2.3. Canon TX-10 Tonometer

A Canon TX-10 noncontact tonometer (Canon Inc., Tokyo, Japan) was used to obtain the IOP values [38]. Non-contact tonometry was conducted by assessing the corneal deformation during air pulse application. On each participant, the device measurements were performed three times, and the values were automatically averaged by the device. The Canon TX-10 employs a proactive approach where numbers are displayed in red or yellow if there is a disparity in the results, signalling the need for repeated measurements until three consecutive measurements are deemed adequate by the system. The IOP values obtained were employed to assess participants’ adherence to the inclusion criteria.

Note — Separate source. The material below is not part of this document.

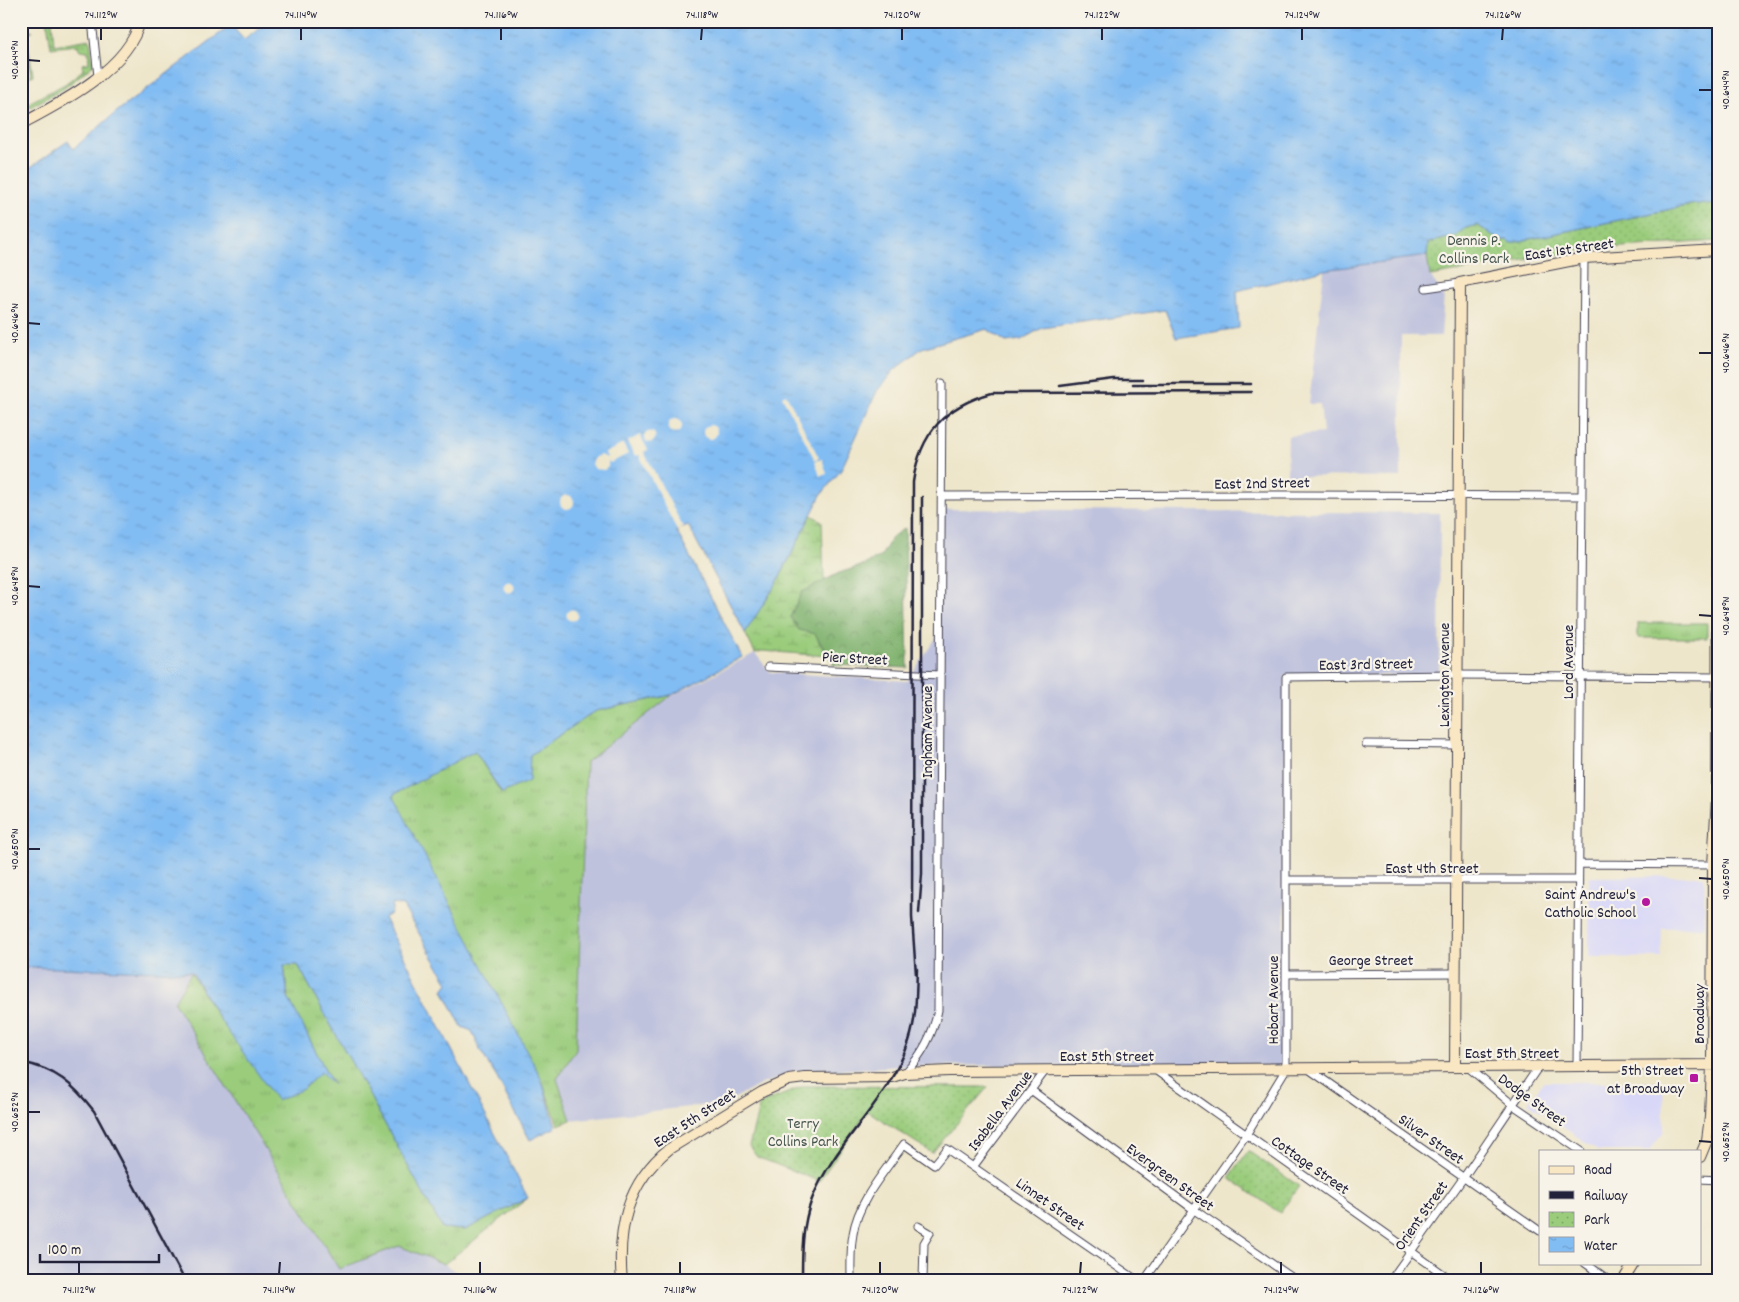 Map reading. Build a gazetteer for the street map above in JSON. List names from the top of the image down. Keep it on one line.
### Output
{"streets":{"street":["East 1st Street","East 2nd Street","Pier Street","Lord Avenue","East 3rd Street","Lexington Avenue","Ingham Avenue","East 4th Street","George Street","Hobart Avenue","Broadway","East 5th Street","Dodge Street","Isabella Avenue","Silver Street","Cottage Street","Evergreen Street","Linnet Street","Orient Street"]},"crossings":[["East 1st Street","Lord Avenue"],["East 1st Street","Lexington Avenue"],["East 2nd Street","Lord Avenue"],["East 2nd Street","Lexington Avenue"],["East 2nd Street","Ingham Avenue"],["Pier Street","Ingham Avenue"],["Lord Avenue","East 3rd Street"],["Lord Avenue","East 4th Street"],["Lord Avenue","East 5th Street"],["East 3rd Street","Lexington Avenue"],["East 3rd Street","Hobart Avenue"],["East 3rd Street","Broadway"],["Lexington Avenue","East 4th Street"],["Lexington Avenue","George Street"],["Lexington Avenue","East 5th Street"],["Ingham Avenue","East 5th Street"],["East 4th Street","Hobart Avenue"],["George Street","Hobart Avenue"],["Hobart Avenue","East 5th Street"],["Broadway","East 5th Street"],["East 5th Street","Dodge Street"],["East 5th Street","Isabella Avenue"],["East 5th Street","Silver Street"],["East 5th Street","Cottage Street"],["East 5th Street","Orient Street"],["Dodge Street","Orient Street"],["Isabella Avenue","Evergreen Street"],["Isabella Avenue","Linnet Street"],["Silver Street","Orient Street"],["Cottage Street","Orient Street"]],"parks":["Dennis P. Collins Park","Terry Collins Park"],"places":{"other":["Saint Andrew's Catholic School"],"transit":["5th Street at Broadway"]},"legend":["Road","Railway","Park","Water"],"scale_bar":"100 m","coordinates":["74.112°W","74.114°W","74.116°W","74.118°W","74.120°W","74.122°W","74.124°W","74.126°W","40.644°N","40.646°N","40.648°N","40.650°N","40.652°N"]}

2.4. VX-120 Multi-Diagnostic Platform

The VX-120 multi-diagnostic platform (Visionix Luneau Technologies, Pont-de-l’Arche, France), based on the Scheimpflug principle, was used to obtain both nasal and temporal ACA, ACD and CCT values [27,28]. Measurements were performed automatically by the device once the measurement protocol was configured and set. To address potential misalignment during the measurements, the VX-120 device employs an XYZ mechanism for precise correction. This mechanism automatically adjusts the positioning of the device to ensure accurate alignment with the target area. The ACA results were employed to assess participants’ adherence to the inclusion criteria. The CCT and ACD values obtained were used in the agreement analysis between devices.

2.5. Lenstar LS900 Ocular Biometer

A Lenstar LS900 (Haag-Streit, Köniz, Switzerland), based on optical low-coherence reflectometry, was used to obtain the CCT and ACD values [16,39,40,41]. In all measurements, the instrument was set automatically; once the operator started the measurement, the device automatically averaged three consecutive measurements. To mitigate potential misalignment from the target area during measurements, the Lenstar LS900 employs a proactive approach where a yellow caution triangle is displayed if there is a disparity in the results, signalling the need for repeated measurements until three consecutive measurements are deemed adequate by the system. The CCT and ACD values obtained were used in the agreement analysis between devices.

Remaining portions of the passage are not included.